Every line holding "MORRIS" should be copied from the records below.

--- WORKING DATA ---

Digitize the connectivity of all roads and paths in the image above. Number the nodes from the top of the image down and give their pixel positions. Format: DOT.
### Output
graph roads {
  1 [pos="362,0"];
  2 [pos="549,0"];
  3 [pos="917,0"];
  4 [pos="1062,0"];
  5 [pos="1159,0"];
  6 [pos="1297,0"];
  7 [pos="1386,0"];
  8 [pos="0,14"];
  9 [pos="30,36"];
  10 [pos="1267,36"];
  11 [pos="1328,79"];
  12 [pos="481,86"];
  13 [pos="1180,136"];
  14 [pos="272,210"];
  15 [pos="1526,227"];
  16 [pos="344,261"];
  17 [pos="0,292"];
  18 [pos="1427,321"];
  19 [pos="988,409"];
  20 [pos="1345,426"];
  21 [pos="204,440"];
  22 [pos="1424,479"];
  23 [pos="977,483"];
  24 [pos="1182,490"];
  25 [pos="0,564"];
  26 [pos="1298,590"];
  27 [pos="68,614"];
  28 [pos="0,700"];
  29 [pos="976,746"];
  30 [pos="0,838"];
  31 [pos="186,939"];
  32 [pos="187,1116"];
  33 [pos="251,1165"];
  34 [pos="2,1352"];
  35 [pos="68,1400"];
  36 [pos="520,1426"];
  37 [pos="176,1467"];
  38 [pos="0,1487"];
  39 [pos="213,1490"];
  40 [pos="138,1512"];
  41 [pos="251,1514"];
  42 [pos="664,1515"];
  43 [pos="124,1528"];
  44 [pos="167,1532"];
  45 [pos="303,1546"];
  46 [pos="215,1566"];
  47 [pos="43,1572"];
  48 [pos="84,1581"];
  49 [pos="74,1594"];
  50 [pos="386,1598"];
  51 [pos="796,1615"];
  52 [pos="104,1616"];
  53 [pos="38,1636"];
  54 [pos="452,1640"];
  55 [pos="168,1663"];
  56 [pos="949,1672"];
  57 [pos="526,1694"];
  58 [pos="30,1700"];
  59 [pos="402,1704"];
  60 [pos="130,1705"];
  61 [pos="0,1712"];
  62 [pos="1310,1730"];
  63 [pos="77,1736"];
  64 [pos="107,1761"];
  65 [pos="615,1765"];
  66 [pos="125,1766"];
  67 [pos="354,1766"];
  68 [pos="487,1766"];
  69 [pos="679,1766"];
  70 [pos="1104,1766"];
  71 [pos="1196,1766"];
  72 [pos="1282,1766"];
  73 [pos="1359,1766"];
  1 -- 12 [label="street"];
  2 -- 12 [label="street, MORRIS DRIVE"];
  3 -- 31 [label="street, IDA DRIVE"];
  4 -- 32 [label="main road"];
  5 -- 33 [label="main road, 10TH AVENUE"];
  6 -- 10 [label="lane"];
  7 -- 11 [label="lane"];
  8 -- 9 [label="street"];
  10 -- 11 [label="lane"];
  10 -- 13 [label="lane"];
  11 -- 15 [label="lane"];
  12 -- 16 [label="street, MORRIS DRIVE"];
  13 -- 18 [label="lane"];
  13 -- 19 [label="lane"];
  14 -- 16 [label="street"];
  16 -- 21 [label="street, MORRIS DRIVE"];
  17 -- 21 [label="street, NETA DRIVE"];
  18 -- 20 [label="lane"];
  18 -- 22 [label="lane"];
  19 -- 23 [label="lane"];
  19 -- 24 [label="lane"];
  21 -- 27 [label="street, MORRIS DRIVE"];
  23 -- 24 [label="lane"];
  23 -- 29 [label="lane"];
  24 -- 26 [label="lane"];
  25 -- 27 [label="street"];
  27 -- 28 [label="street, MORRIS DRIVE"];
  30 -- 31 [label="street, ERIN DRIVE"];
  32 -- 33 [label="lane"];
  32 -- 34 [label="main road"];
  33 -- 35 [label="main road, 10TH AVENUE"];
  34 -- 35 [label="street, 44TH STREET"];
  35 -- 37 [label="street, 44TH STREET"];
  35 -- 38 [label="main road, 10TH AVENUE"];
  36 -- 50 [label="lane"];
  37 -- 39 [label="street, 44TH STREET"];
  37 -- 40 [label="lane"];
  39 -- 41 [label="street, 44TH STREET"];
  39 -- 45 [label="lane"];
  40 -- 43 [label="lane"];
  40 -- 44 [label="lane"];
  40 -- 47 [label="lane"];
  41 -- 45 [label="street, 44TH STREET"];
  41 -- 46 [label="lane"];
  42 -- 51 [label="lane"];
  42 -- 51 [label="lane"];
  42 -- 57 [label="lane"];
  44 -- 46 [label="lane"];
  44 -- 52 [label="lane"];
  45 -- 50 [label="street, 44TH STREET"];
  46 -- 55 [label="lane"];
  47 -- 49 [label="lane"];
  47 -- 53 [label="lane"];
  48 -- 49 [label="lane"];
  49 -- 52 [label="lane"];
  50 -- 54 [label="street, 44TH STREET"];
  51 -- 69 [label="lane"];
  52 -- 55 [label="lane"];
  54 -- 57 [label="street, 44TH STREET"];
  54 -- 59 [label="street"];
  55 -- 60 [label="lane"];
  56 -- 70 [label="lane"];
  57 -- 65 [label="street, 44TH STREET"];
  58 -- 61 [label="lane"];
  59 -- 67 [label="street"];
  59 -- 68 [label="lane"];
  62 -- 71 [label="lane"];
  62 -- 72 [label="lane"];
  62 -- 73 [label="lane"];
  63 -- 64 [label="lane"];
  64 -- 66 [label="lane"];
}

---

#### [REPLY TO THE EXERCISE]
  2 -- 12 [label="street, MORRIS DRIVE"];
  12 -- 16 [label="street, MORRIS DRIVE"];
  16 -- 21 [label="street, MORRIS DRIVE"];
  21 -- 27 [label="street, MORRIS DRIVE"];
  27 -- 28 [label="street, MORRIS DRIVE"];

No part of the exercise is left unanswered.